◆ **What to work on**:
Type the records out again in full, exactly.

[Dataset entries]

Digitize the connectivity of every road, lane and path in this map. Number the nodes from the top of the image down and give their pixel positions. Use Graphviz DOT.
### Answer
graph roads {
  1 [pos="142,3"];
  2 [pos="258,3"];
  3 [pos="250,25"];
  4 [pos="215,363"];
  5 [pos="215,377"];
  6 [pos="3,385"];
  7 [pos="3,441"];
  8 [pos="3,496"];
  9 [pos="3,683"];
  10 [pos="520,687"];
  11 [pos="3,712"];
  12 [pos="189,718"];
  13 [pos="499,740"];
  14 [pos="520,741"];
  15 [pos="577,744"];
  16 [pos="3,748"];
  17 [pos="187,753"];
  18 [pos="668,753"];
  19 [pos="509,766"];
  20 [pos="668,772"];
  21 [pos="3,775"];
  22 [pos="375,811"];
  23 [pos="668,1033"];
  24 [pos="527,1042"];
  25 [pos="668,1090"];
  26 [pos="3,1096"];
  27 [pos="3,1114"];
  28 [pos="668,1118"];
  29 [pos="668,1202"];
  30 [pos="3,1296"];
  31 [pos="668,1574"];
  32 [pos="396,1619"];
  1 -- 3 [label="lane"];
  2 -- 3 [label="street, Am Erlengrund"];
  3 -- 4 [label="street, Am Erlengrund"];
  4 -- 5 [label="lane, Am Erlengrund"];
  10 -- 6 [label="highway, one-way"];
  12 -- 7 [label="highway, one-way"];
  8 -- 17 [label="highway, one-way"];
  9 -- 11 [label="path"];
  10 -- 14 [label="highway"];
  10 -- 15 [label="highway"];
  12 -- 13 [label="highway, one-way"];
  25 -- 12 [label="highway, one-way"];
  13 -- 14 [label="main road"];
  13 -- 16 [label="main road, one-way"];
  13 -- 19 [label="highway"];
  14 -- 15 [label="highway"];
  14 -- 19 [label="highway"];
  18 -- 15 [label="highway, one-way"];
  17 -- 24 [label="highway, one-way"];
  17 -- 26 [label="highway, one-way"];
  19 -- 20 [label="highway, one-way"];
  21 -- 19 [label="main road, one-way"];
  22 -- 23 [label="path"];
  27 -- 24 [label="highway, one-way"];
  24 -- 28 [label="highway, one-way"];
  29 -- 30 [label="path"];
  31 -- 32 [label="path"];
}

◆ **Result of the exercise**:
Digitize the connectivity of every road, lane and path in this map. Number the nodes from the top of the image down and give their pixel positions. Use Graphviz DOT.
### Answer
graph roads {
  1 [pos="142,3"];
  2 [pos="258,3"];
  3 [pos="250,25"];
  4 [pos="215,363"];
  5 [pos="215,377"];
  6 [pos="3,385"];
  7 [pos="3,441"];
  8 [pos="3,496"];
  9 [pos="3,683"];
  10 [pos="520,687"];
  11 [pos="3,712"];
  12 [pos="189,718"];
  13 [pos="499,740"];
  14 [pos="520,741"];
  15 [pos="577,744"];
  16 [pos="3,748"];
  17 [pos="187,753"];
  18 [pos="668,753"];
  19 [pos="509,766"];
  20 [pos="668,772"];
  21 [pos="3,775"];
  22 [pos="375,811"];
  23 [pos="668,1033"];
  24 [pos="527,1042"];
  25 [pos="668,1090"];
  26 [pos="3,1096"];
  27 [pos="3,1114"];
  28 [pos="668,1118"];
  29 [pos="668,1202"];
  30 [pos="3,1296"];
  31 [pos="668,1574"];
  32 [pos="396,1619"];
  1 -- 3 [label="lane"];
  2 -- 3 [label="street, Am Erlengrund"];
  3 -- 4 [label="street, Am Erlengrund"];
  4 -- 5 [label="lane, Am Erlengrund"];
  10 -- 6 [label="highway, one-way"];
  12 -- 7 [label="highway, one-way"];
  8 -- 17 [label="highway, one-way"];
  9 -- 11 [label="path"];
  10 -- 14 [label="highway"];
  10 -- 15 [label="highway"];
  12 -- 13 [label="highway, one-way"];
  25 -- 12 [label="highway, one-way"];
  13 -- 14 [label="main road"];
  13 -- 16 [label="main road, one-way"];
  13 -- 19 [label="highway"];
  14 -- 15 [label="highway"];
  14 -- 19 [label="highway"];
  18 -- 15 [label="highway, one-way"];
  17 -- 24 [label="highway, one-way"];
  17 -- 26 [label="highway, one-way"];
  19 -- 20 [label="highway, one-way"];
  21 -- 19 [label="main road, one-way"];
  22 -- 23 [label="path"];
  27 -- 24 [label="highway, one-way"];
  24 -- 28 [label="highway, one-way"];
  29 -- 30 [label="path"];
  31 -- 32 [label="path"];
}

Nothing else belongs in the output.